In return for the Muslim support it took for granted, what did it promise? It ran a protection racket, holding up the threat from Sangh outfits and other fringe Hindutva groups if it were voted out of power. Through this period, there were no substantive efforts aimed at issues of development, education or representation. It served the Congress’s interest to let a small coterie of Ashraf Muslims speak for the entire community, in the same manner as they believed that a largely upper-caste Hindu party leadership could speak for the diversity of India.

Of course, the threat from the Hindu Right is real, and protection is indeed needed. But the Congress seems determined to behave in the same old way. Even if it comes back to power, it cannot even ensure a brief lull in the constantly growing power of the Hindu right.

What it actually needs to do is to define and then communicate a plausible vision for social justice among the OBCs, while consolidating the support it once enjoyed among Dalits and Adivasis. The Adivasi vote in Madhya Pradesh—21 percent of the population—has shifted back and forth between the two parties, but again, the Congress has nothing substantive to offer. Its manifesto speaks about the introduction of PESA, but as an earlier report in The Caravan pointed out, the party has already reneged on its promised imposition of PESA in Chhattisgarh by diluting key provisions.

Rahul’s espousal of the caste census in his Madhya Pradesh speeches, in the absence of a clearly thought-out programme for social justice, is untenable. It needs substance, which it does not have at the moment, and it needs an ability to stick with the message. It cannot be a matter of convenience, which is what his attacks on Adani or the RSS seem after his tours of the state. In states where the Congress has been at the receiving end of the Adani benevolence, which starts with Nath and goes on to Gehlot, the issue has been set aside. He has also evaded calling out the RSS exactly where the RSS is at its strongest.
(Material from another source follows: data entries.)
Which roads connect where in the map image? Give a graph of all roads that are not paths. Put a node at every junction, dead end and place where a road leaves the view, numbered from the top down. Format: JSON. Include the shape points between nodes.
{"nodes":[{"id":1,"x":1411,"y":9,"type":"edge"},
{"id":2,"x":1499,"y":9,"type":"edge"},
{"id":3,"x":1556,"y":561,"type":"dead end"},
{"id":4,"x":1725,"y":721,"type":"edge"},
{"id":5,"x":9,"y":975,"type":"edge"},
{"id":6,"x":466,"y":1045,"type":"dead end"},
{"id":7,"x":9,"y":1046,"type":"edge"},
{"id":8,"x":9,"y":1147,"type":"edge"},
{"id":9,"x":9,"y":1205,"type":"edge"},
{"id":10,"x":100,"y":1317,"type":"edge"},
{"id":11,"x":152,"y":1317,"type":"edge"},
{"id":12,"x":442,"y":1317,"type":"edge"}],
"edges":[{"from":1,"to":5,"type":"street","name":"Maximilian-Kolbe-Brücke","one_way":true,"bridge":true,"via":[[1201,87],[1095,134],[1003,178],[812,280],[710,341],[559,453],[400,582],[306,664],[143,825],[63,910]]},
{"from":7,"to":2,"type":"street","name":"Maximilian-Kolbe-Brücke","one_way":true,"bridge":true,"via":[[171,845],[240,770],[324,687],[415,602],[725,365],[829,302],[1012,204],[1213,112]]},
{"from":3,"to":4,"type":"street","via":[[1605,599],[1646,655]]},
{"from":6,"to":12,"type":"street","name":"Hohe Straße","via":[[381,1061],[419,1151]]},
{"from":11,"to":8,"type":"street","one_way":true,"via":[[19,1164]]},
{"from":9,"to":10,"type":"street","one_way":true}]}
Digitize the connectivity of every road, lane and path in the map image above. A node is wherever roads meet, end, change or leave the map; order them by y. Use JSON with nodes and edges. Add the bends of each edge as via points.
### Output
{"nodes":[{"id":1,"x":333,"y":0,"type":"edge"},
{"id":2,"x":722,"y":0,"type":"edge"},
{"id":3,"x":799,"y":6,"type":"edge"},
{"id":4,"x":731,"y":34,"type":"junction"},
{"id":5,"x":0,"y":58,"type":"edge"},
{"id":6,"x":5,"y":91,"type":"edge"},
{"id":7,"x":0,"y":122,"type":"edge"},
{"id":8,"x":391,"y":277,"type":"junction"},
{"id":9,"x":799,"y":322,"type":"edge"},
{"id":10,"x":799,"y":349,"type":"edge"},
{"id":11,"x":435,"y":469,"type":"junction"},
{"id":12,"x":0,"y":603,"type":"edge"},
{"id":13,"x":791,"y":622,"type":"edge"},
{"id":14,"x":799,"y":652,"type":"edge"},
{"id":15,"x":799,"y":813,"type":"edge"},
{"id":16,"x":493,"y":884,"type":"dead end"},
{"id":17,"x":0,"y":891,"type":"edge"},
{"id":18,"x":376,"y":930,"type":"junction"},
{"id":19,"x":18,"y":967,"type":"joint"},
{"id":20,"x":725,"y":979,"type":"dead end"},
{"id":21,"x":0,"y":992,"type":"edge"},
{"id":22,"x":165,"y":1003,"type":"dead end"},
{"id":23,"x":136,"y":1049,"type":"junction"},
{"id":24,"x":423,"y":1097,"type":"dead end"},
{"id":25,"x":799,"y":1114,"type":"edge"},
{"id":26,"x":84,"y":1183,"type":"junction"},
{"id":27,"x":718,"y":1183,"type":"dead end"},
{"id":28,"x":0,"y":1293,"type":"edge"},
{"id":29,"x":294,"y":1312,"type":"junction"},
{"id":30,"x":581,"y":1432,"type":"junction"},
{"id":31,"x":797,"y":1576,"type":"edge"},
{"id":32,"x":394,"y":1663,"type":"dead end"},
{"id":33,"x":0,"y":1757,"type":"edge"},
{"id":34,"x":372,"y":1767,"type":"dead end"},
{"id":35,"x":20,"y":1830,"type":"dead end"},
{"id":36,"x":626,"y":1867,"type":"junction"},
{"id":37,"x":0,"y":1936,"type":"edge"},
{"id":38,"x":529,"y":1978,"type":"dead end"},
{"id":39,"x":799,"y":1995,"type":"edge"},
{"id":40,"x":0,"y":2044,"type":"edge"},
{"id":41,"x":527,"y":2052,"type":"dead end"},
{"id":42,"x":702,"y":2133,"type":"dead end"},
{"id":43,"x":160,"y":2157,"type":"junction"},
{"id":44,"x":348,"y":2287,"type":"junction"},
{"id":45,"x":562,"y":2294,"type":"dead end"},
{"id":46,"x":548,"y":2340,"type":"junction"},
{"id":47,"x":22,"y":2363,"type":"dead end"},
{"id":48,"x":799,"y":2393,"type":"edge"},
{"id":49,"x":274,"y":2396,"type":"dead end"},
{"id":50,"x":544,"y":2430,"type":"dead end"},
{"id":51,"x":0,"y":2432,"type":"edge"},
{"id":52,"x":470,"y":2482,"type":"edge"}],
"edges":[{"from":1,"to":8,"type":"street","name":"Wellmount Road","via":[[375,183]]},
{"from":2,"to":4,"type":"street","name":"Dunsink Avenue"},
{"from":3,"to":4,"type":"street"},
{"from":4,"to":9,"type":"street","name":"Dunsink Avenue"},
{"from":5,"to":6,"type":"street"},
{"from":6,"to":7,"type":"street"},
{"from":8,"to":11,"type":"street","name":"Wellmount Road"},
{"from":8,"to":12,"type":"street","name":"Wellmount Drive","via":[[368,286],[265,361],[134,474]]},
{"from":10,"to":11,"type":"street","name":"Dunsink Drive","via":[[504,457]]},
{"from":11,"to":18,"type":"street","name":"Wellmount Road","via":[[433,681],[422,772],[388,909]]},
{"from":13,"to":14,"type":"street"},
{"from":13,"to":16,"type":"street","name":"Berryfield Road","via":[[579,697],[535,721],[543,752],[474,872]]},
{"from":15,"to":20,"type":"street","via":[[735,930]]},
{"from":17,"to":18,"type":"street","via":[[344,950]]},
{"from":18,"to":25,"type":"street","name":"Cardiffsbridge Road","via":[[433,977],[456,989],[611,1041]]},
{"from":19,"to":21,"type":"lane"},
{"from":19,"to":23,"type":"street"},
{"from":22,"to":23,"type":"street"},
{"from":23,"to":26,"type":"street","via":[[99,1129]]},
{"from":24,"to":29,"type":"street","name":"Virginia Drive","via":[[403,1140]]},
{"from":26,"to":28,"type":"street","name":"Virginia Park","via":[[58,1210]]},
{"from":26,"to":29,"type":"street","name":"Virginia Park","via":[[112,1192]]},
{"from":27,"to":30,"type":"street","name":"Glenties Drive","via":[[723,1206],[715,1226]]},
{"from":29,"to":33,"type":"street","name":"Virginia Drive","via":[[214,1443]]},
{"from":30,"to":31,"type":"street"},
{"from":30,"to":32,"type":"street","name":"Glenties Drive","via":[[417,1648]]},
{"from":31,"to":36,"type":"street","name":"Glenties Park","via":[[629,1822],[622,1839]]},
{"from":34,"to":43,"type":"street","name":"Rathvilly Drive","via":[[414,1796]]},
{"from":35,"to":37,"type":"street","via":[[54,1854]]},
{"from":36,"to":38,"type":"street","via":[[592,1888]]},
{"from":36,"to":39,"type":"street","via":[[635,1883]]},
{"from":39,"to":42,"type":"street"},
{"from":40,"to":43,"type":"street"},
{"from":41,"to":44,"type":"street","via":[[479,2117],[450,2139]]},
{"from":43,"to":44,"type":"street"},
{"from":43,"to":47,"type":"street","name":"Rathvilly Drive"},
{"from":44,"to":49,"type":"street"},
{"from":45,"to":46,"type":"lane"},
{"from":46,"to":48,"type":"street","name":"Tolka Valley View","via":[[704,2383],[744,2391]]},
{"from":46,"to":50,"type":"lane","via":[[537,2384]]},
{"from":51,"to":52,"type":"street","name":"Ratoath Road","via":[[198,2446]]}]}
This does not betray any courage of conviction, instead reducing his statements to convenient posturing.

The Congress has to understand it has no chance, and no means, of making inroads into the upper-caste vote. And as long as that is the case, it cannot break away OBC support for the BJP by overtly cavorting around in temples. The results of the state election, if indeed they line up in the Congress’s favour, do not indicate any real long-term move away from the BJP. This will be visible as the party goes into the national elections.

The party must realise the visual symbolism of Hindutva is only one part of the RSS’s work among the OBCs and it cannot hope to counter it by imitation. All it achieves by doing so is to prove what the RSS cadre today openly claims in any conversation, that the Congress in Madhya Pradesh is exactly the Congress the RSS has always asked for.